Foreign Minister Witold Waszczykowski said on Tuesday that Poland “will not accept external intervention” in controversial moves to overhaul the legal system backed by the country’s ruling conservatives, The News PL reports.
He was commenting on a planned fact-finding visit to Warsaw on Wednesday and Thursday by the Venice Commission, an advisory group to human rights body the Council of Europe.
The Polish PAP news agency reported that the Venice Commission will in December issue two reports on Poland: one on changes to the country’s prosecution service and a second on plans for sweeping changes to courts.
Waszczykowski said during a visit to Palermo in Sicily: “We will not accept external intervention in this process of transforming” the judicial system.
He added: “I consider the process that we are currently conducting, the democratisation and reform of the judiciary, to be a Polish internal issue.”
He said Poland was “not dismantling the separation of powers” and “not abandoning the independence of the judiciary.”

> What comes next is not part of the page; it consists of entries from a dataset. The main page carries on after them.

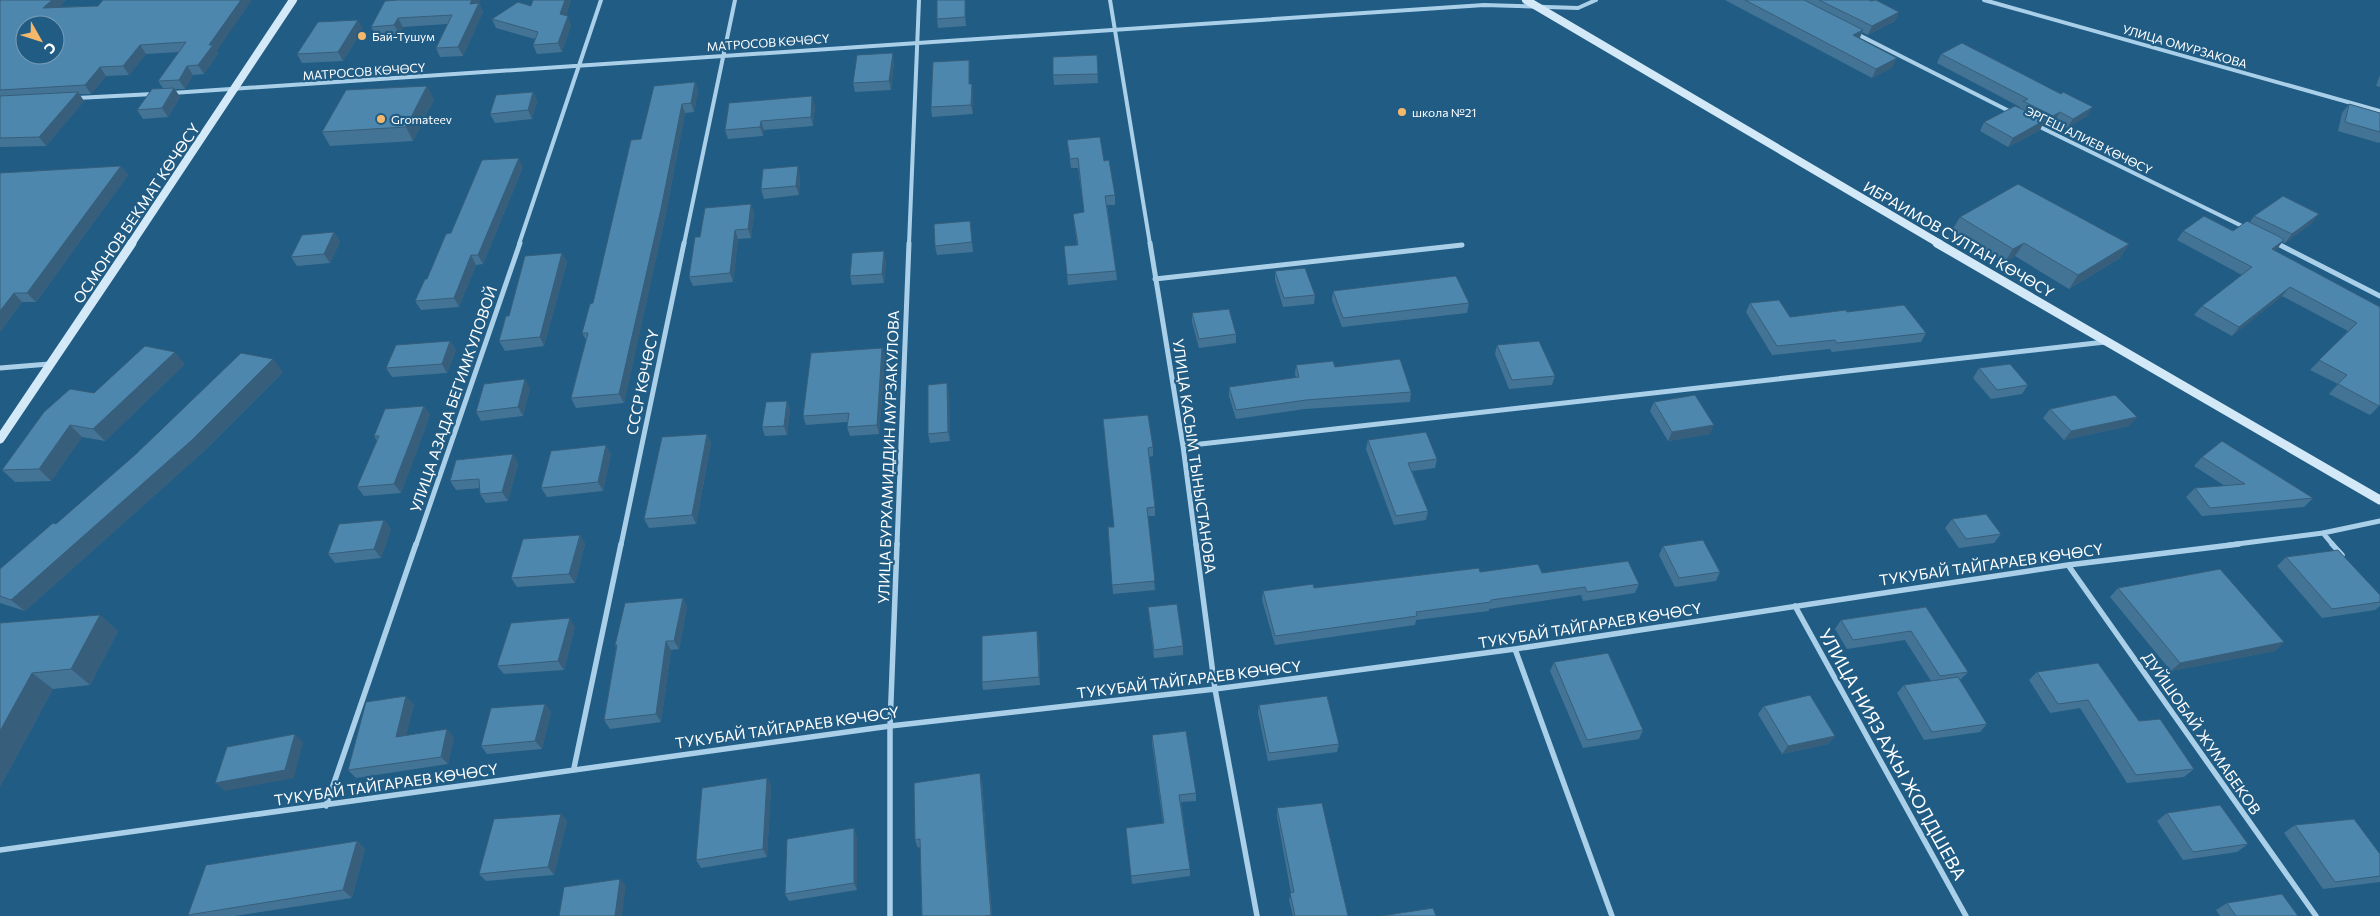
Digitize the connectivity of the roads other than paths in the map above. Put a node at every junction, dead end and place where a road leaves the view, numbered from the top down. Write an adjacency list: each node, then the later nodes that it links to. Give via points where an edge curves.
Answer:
1 (293, 0): 15 (main road, ОСМОНОВ БЕКМАТ КӨЧӨСҮ)
2 (601, 0): 14 (street, УЛИЦА АЗАДА БЕГИМКУЛОВОЙ)
3 (735, 0): 13 (street, СССР КӨЧӨСҮ)
4 (919, 0): 12 (street, УЛИЦА БУРХАМИДДИН МУРЗАКУЛОВА)
5 (1110, 0): 10 (street, УЛИЦА КАСЫМ ТЫНЫСТАНОВА)
6 (1526, 0): 9 (main road, ИБРАИМОВ СУЛТАН КӨЧӨСҮ)
7 (1596, 0): 9 (street, МАТРОСОВ КӨЧӨСҮ, via 1578,8)
8 (1984, 0): 19 (street, УЛИЦА ОМУРЗАКОВА)
9 (1536, 6): 10 (street, МАТРОСОВ КӨЧӨСҮ, via 1484,4); 27 (main road, ИБРАИМОВ СУЛТАН КӨЧӨСҮ)
10 (1114, 30): 12 (street, МАТРОСОВ КӨЧӨСҮ); 25 (street, УЛИЦА КАСЫМ ТЫНЫСТАНОВА)
11 (1851, 31): 20 (street, ЭРГЕШ АЛИЕВ КӨЧӨСҮ)
12 (917, 42): 13 (street, МАТРОСОВ КӨЧӨСҮ); 40 (street, УЛИЦА БУРХАМИДДИН МУРЗАКУЛОВА)
13 (724, 54): 14 (street, МАТРОСОВ КӨЧӨСҮ); 41 (street, СССР КӨЧӨСҮ)
14 (581, 65): 15 (street, МАТРОСОВ КӨЧӨСҮ); 42 (street, УЛИЦА АЗАДА БЕГИМКУЛОВОЙ)
15 (235, 90): 17 (street, МАТРОСОВ КӨЧӨСҮ); 28 (main road, ОСМОНОВ БЕКМАТ КӨЧӨСҮ)
16 (157, 94): 18 (street)
17 (167, 94)
18 (69, 98)
19 (2380, 111)
20 (2017, 115)
21 (2034, 124): 22 (street, ЭРГЕШ АЛИЕВ КӨЧӨСҮ)
22 (2256, 233)
23 (2273, 242): 26 (street)
24 (1462, 245): 25 (street)
25 (1155, 279): 31 (street, УЛИЦА КАСЫМ ТЫНЫСТАНОВА)
26 (2380, 296)
27 (2108, 342): 31 (street); 32 (main road, ИБРАИМОВ СУЛТАН КӨЧӨСҮ)
28 (50, 364): 29 (street); 30 (main road, ОСМОНОВ БЕКМАТ КӨЧӨСҮ)
29 (0, 368)
30 (0, 439)
31 (1183, 446): 39 (street, УЛИЦА КАСЫМ ТЫНЫСТАНОВА)
32 (2380, 500)
33 (2380, 521): 34 (street, ТУКУБАЙ ТАЙГАРАЕВ КӨЧӨСҮ)
34 (2323, 533): 35 (street); 36 (street, ТУКУБАЙ ТАЙГАРАЕВ КӨЧӨСҮ)
35 (2348, 562)
36 (2068, 565): 37 (street, ТУКУБАЙ ТАЙГАРАЕВ КӨЧӨСҮ); 48 (street, ДУЙШОБАЙ ЖУМАБЕКОВ)
37 (1795, 606): 38 (street, ТУКУБАЙ ТАЙГАРАЕВ КӨЧӨСҮ); 47 (street, УЛИЦА НИЯЗ АЖЫ ЖОЛДШЕВА)
38 (1515, 649): 39 (street, ТУКУБАЙ ТАЙГАРАЕВ КӨЧӨСҮ); 46 (street)
39 (1216, 690): 40 (street, ТУКУБАЙ ТАЙГАРАЕВ КӨЧӨСҮ); 45 (street, УЛИЦА КАСЫМ ТЫНЫСТАНОВА)
40 (890, 726): 41 (street, ТУКУБАЙ ТАЙГАРАЕВ КӨЧӨСҮ); 44 (street, УЛИЦА БУРХАМИДДИН МУРЗАКУЛОВА)
41 (574, 768): 42 (street, ТУКУБАЙ ТАЙГАРАЕВ КӨЧӨСҮ)
42 (326, 806): 43 (street, ТУКУБАЙ ТАЙГАРАЕВ КӨЧӨСҮ)
43 (0, 850)
44 (890, 916)
45 (1257, 916)
46 (1612, 916)
47 (1966, 916)
48 (2316, 916)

A Venice Commission delegation comprising experts on constitutional law is on Wednesday and Thursday expected to meet politicians from the lower and upper houses of the Polish parliament, officials from the Supreme Court, the Prosecutor General’s Office, the citizens’ rights ombudsman, lawyers’ groups and rights groups including Amnesty International.
The European Commission said in July that it was ready to trigger a formal warning by the EU if Poland dismisses or forces the retirement of Supreme Court judges.
The EU’s executive warned that Poland’s overhaul of its judicial system threatened the independence of courts.
In an interview published in Italy’s Corriere della Sera daily on Monday, Waszczykowski said Brussels was “prejudiced” against Poland.
He added: “The judiciary is the last part of the Polish system that has not yet been democratised after the collapse of communism [in 1989]. It is corrupt and inefficient.”